## [SOURCE RECORDS]
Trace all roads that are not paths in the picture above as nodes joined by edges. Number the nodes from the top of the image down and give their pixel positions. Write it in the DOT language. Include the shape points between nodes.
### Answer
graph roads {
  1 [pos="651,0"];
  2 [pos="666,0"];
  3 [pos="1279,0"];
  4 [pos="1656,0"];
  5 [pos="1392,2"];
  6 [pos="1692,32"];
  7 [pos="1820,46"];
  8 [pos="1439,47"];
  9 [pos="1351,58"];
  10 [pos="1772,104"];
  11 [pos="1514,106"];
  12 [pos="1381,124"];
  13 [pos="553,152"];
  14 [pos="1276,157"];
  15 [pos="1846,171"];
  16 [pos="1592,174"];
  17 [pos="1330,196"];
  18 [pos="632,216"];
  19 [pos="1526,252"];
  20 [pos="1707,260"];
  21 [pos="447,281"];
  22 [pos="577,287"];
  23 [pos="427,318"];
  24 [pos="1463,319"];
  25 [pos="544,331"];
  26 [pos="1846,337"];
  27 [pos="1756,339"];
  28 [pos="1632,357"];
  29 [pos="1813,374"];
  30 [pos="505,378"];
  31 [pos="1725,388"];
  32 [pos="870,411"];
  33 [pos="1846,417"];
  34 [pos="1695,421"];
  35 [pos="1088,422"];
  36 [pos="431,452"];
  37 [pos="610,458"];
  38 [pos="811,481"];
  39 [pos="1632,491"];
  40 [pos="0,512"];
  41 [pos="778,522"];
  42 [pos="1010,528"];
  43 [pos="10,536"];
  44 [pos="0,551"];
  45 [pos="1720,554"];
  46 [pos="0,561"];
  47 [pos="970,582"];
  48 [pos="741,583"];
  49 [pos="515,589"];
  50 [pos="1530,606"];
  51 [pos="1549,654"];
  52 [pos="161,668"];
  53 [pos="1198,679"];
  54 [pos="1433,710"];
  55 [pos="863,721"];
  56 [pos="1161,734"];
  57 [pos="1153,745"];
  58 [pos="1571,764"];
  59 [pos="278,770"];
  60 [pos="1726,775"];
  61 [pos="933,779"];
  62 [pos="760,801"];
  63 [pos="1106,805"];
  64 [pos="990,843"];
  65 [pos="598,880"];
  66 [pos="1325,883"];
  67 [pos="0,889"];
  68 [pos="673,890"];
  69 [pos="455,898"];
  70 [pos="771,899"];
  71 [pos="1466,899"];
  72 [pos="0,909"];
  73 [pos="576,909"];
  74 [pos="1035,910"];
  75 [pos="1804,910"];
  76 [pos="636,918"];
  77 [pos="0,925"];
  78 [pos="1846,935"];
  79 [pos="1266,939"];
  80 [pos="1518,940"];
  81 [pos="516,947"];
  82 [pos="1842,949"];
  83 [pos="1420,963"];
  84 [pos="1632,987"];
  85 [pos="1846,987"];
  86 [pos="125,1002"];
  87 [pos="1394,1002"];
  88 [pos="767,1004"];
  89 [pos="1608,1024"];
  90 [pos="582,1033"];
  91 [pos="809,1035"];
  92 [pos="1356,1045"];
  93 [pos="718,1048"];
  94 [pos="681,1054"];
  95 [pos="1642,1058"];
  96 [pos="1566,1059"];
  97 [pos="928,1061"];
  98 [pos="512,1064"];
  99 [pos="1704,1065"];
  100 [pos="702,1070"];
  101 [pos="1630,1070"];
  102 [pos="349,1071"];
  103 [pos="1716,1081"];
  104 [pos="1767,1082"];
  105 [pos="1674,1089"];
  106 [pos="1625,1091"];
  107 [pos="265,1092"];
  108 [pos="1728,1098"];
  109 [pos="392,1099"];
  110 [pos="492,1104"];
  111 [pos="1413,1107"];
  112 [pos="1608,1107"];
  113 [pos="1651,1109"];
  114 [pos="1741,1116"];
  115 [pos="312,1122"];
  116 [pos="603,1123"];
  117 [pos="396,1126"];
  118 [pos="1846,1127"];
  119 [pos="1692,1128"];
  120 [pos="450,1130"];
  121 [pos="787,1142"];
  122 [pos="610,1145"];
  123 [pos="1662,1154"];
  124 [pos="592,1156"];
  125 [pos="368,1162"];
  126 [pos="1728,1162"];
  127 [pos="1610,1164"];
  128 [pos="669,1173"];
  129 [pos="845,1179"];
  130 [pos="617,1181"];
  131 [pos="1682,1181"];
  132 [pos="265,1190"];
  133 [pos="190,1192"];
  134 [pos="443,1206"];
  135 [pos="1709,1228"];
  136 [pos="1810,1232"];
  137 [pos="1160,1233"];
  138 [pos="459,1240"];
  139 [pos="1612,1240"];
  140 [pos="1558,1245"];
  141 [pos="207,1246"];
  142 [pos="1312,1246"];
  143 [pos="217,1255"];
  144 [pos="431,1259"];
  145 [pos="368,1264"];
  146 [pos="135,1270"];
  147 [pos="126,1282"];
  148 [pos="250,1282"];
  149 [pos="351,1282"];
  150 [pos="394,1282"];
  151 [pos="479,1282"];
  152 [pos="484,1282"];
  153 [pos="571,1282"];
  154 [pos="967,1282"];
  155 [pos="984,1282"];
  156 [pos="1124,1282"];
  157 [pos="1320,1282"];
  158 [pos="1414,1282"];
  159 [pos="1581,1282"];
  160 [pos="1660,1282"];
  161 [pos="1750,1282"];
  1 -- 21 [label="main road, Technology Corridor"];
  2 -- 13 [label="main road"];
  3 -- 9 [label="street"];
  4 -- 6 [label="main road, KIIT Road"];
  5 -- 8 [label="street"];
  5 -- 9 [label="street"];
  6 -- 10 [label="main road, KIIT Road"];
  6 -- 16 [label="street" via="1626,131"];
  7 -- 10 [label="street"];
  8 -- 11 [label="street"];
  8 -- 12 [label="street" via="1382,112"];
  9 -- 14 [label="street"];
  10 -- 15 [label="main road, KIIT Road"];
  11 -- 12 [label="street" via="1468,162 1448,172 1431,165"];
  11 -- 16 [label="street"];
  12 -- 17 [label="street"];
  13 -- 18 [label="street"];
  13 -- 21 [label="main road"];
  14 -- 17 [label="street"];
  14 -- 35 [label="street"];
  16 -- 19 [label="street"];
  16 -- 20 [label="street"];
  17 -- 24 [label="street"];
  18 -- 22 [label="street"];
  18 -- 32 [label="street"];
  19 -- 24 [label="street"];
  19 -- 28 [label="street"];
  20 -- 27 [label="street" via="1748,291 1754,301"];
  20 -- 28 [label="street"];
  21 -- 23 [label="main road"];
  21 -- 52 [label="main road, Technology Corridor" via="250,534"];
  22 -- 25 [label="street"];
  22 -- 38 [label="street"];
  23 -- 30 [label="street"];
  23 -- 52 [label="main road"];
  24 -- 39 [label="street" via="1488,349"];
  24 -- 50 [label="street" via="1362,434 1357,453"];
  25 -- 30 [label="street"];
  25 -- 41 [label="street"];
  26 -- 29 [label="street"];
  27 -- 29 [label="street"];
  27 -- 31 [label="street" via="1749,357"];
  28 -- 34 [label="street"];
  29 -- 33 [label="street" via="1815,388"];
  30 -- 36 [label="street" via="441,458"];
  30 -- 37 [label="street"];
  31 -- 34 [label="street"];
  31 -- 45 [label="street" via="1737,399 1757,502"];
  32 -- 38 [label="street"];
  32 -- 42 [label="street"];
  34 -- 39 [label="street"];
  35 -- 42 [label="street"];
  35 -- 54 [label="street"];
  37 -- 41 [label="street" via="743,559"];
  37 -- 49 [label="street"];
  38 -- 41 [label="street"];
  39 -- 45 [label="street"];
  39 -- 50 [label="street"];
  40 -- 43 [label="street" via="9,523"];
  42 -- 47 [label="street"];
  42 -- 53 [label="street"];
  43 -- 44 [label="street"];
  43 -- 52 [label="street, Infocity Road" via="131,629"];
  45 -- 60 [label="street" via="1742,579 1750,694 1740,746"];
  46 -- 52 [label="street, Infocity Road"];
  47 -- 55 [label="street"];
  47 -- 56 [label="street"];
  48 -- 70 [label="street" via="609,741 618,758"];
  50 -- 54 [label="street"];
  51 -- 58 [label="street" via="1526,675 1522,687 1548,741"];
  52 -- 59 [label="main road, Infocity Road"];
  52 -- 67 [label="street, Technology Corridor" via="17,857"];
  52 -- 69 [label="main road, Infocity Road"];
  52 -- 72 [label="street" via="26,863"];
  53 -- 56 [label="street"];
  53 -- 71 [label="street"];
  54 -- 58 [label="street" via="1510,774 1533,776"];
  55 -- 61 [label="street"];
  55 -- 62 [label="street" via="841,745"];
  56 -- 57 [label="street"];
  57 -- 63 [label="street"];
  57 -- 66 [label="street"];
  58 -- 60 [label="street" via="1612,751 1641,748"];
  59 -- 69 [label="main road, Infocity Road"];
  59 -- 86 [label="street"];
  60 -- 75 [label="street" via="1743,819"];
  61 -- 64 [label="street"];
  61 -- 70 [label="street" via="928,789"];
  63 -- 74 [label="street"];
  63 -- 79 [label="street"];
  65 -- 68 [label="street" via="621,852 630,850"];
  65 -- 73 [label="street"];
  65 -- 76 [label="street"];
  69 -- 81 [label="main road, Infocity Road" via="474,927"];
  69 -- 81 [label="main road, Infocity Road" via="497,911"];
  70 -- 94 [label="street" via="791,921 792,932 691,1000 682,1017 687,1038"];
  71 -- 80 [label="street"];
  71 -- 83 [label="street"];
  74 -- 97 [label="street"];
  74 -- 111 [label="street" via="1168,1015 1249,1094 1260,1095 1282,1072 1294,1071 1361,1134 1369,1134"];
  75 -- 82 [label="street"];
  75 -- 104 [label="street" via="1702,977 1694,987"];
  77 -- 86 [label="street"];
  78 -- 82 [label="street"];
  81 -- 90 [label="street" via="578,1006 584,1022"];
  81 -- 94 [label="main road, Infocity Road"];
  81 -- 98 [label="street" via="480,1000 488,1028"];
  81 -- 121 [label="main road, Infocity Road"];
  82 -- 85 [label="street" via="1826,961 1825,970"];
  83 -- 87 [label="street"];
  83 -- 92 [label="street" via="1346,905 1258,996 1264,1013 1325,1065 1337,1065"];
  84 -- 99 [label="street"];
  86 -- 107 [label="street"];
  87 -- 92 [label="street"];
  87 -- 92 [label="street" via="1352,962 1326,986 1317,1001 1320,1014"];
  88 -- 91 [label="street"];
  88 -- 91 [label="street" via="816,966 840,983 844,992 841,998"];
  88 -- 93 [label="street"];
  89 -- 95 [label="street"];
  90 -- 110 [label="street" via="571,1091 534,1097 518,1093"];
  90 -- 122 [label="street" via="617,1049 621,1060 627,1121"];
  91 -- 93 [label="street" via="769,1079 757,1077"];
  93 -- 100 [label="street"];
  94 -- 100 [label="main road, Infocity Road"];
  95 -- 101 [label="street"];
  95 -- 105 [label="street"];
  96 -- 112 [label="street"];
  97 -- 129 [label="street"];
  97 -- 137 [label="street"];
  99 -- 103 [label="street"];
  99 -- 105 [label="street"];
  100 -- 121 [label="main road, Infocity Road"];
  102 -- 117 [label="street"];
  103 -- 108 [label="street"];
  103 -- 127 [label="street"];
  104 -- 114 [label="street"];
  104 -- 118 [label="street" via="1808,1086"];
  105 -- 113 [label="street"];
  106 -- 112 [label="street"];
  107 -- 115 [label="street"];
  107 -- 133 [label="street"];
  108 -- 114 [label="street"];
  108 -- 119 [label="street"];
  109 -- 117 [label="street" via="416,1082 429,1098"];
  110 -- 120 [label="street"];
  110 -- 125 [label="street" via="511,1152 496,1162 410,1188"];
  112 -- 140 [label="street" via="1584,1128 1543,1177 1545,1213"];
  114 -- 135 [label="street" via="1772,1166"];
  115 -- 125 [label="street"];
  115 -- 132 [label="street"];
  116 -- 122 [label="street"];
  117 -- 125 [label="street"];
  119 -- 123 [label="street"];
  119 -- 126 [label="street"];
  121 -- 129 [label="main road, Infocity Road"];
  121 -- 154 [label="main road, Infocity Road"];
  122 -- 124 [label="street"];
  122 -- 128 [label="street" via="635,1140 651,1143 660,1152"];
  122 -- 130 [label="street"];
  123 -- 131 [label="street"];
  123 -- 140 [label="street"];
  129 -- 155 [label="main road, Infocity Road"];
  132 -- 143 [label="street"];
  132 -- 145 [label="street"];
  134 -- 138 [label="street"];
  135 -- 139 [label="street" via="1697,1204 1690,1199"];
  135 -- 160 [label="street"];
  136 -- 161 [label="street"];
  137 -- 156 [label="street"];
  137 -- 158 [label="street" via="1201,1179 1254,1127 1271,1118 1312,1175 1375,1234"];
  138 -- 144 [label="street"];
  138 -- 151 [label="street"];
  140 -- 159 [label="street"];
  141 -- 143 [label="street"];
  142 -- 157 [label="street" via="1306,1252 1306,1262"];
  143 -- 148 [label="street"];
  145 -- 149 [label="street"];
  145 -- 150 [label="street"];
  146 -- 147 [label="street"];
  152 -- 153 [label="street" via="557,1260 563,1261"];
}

## [EXERCISE BRIEF]
Search the entries for "Corridor" and show every line that has it.

## [EXPECTED ANSWER]
  1 -- 21 [label="main road, Technology Corridor"];
  21 -- 52 [label="main road, Technology Corridor" via="250,534"];
  52 -- 67 [label="street, Technology Corridor" via="17,857"];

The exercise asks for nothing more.